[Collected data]
──────

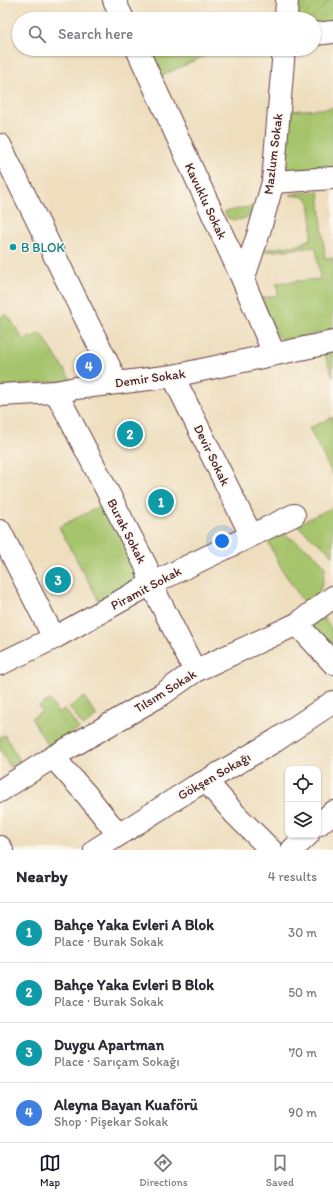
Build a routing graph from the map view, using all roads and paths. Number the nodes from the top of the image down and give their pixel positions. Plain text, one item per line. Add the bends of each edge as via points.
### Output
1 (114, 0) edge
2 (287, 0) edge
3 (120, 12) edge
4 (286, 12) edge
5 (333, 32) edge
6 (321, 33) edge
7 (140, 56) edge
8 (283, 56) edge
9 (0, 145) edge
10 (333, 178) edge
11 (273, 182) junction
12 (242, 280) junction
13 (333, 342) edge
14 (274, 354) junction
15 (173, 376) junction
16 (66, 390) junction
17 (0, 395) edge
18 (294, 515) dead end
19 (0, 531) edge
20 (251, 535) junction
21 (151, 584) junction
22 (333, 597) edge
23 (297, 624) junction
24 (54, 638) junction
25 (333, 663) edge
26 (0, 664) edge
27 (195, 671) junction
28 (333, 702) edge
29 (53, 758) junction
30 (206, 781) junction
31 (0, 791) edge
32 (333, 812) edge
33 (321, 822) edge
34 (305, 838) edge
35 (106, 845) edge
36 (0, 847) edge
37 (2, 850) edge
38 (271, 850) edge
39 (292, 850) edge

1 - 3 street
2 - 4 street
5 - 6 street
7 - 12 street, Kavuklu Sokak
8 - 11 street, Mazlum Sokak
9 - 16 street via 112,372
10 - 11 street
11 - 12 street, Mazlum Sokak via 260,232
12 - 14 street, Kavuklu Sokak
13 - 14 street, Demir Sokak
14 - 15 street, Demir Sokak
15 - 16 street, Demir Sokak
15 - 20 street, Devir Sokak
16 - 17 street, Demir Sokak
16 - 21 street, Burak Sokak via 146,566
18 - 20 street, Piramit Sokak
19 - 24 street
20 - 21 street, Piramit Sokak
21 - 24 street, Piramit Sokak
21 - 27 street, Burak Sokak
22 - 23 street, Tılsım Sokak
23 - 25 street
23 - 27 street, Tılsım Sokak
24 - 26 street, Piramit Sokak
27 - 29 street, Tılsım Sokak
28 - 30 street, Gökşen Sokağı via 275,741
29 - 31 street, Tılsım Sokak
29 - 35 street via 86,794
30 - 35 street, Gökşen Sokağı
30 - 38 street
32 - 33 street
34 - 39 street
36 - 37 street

──────

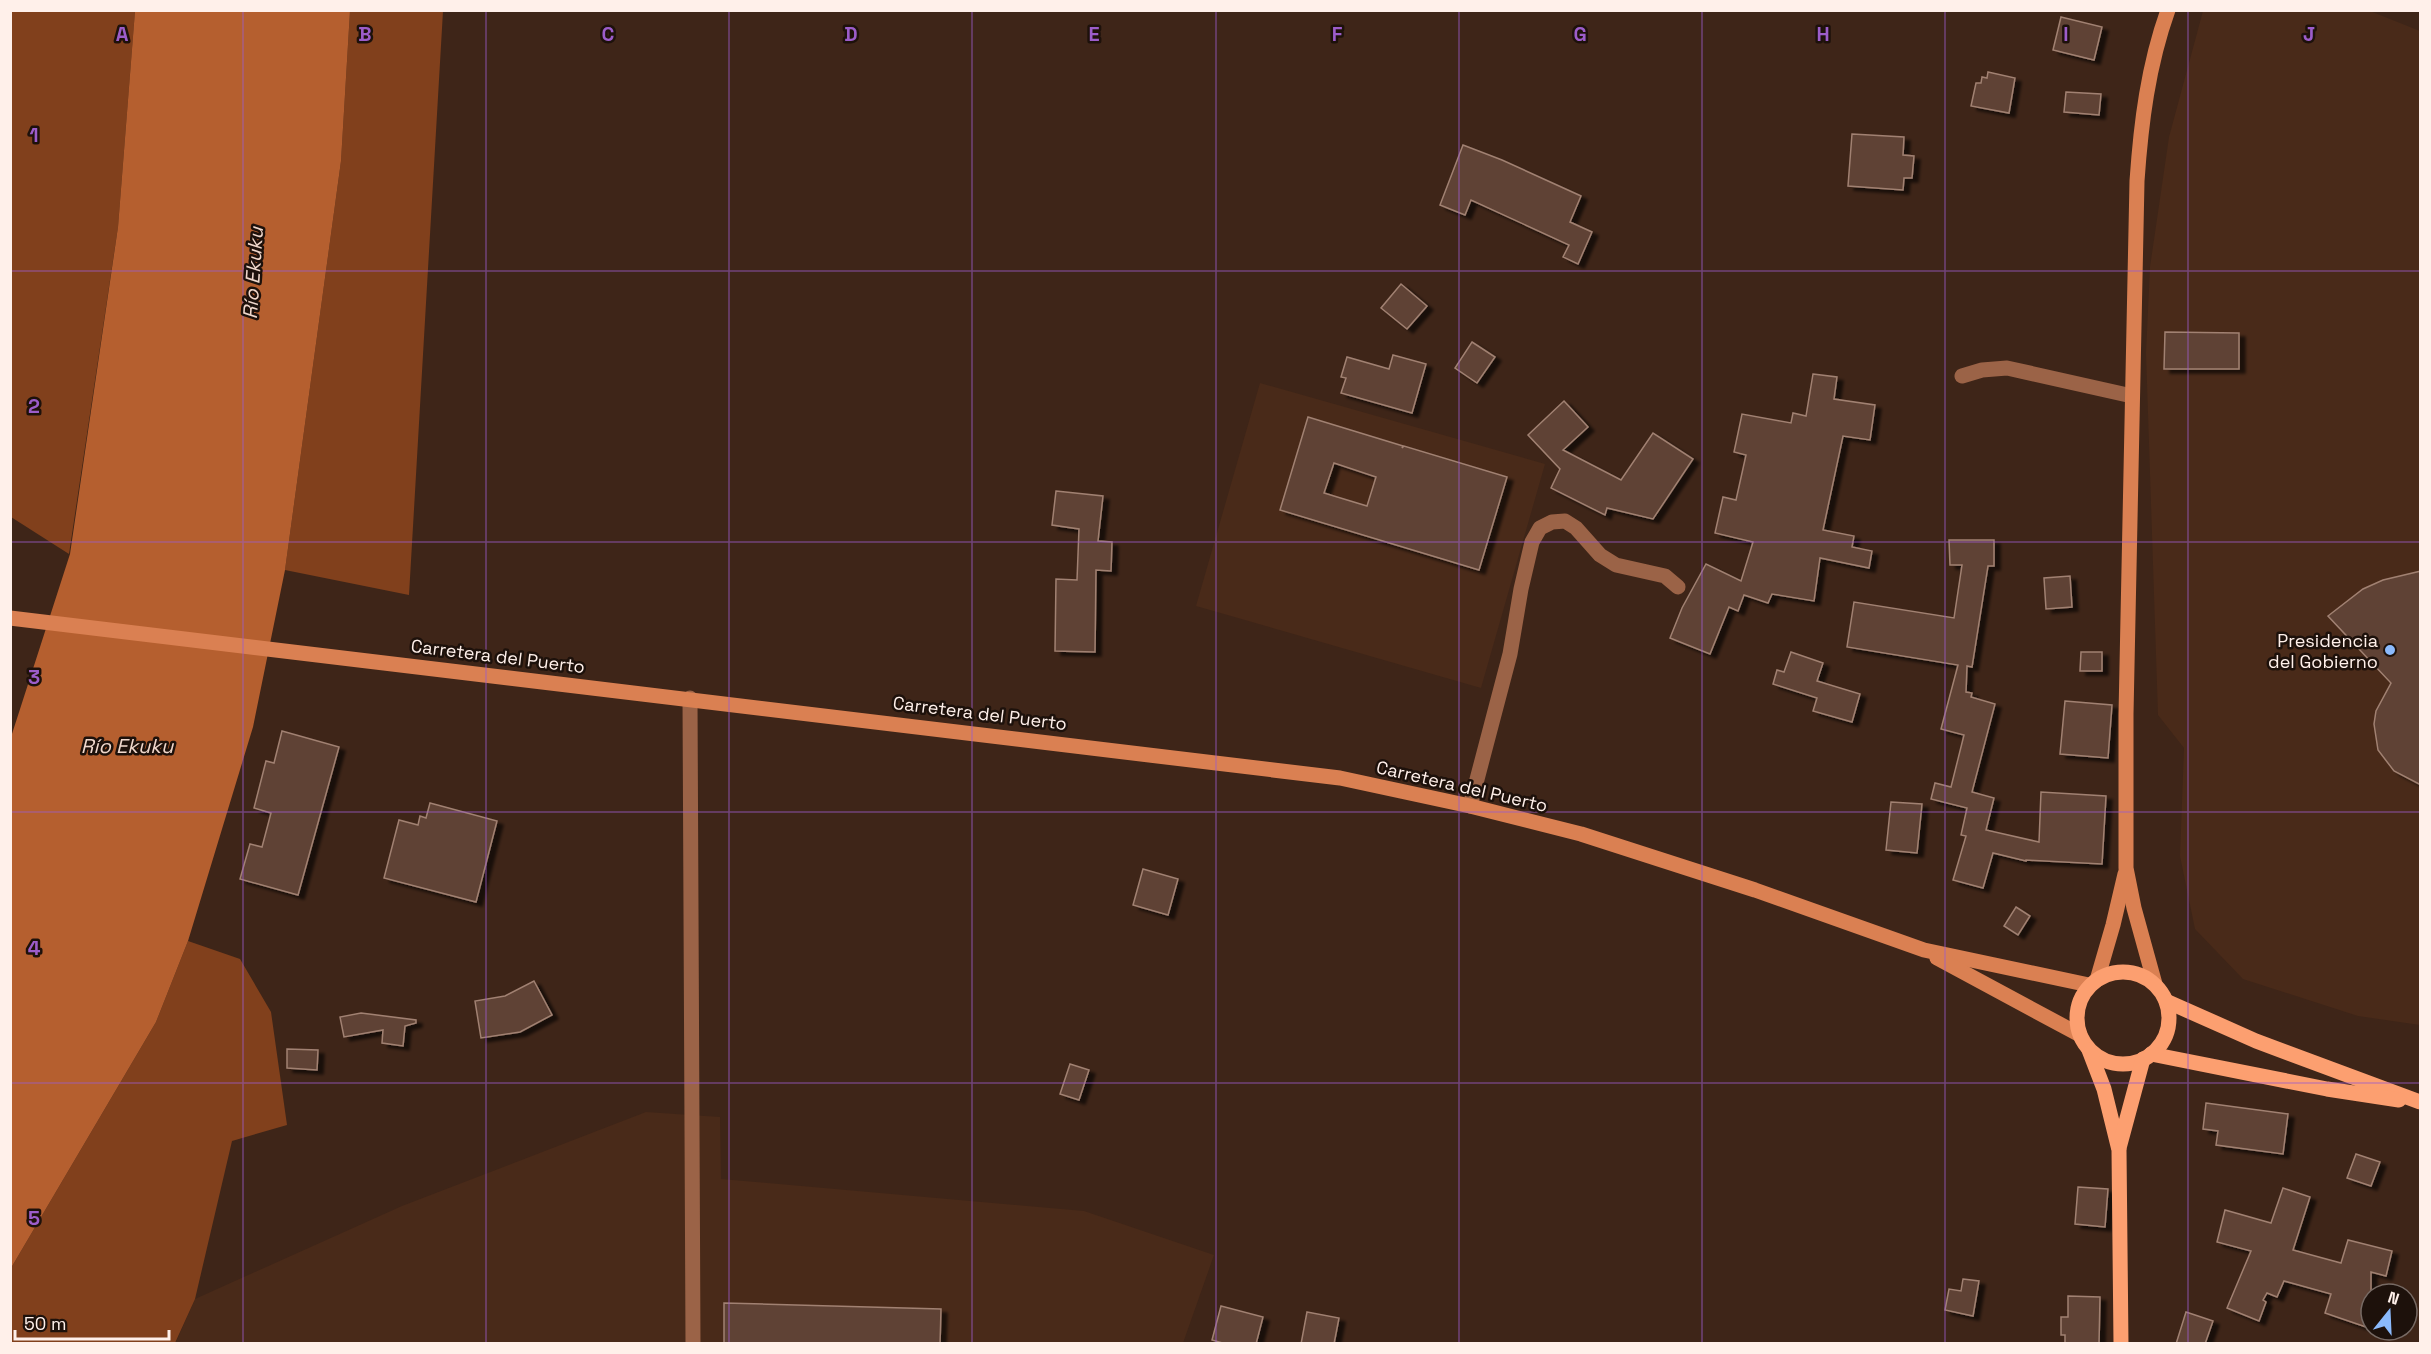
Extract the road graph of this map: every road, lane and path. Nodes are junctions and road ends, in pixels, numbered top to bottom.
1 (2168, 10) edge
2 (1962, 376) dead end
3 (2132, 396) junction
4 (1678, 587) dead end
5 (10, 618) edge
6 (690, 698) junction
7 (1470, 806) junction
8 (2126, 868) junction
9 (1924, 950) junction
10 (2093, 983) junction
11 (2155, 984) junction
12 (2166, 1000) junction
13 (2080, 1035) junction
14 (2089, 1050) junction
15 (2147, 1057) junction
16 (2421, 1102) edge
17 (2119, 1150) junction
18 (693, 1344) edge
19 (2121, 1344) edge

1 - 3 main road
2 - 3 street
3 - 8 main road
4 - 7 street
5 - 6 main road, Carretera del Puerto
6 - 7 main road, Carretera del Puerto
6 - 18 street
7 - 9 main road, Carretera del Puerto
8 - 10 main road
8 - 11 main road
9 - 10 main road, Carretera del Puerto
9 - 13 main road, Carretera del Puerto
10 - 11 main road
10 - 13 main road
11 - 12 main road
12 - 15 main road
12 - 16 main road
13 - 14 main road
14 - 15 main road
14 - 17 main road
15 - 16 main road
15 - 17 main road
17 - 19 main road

──────

- **DIRECTIONS**: Among the lines of the records, copy out each one that contains the word "Sokağı".

- **RESPONSE AREA**:
28 - 30 street, Gökşen Sokağı via 275,741
30 - 35 street, Gökşen Sokağı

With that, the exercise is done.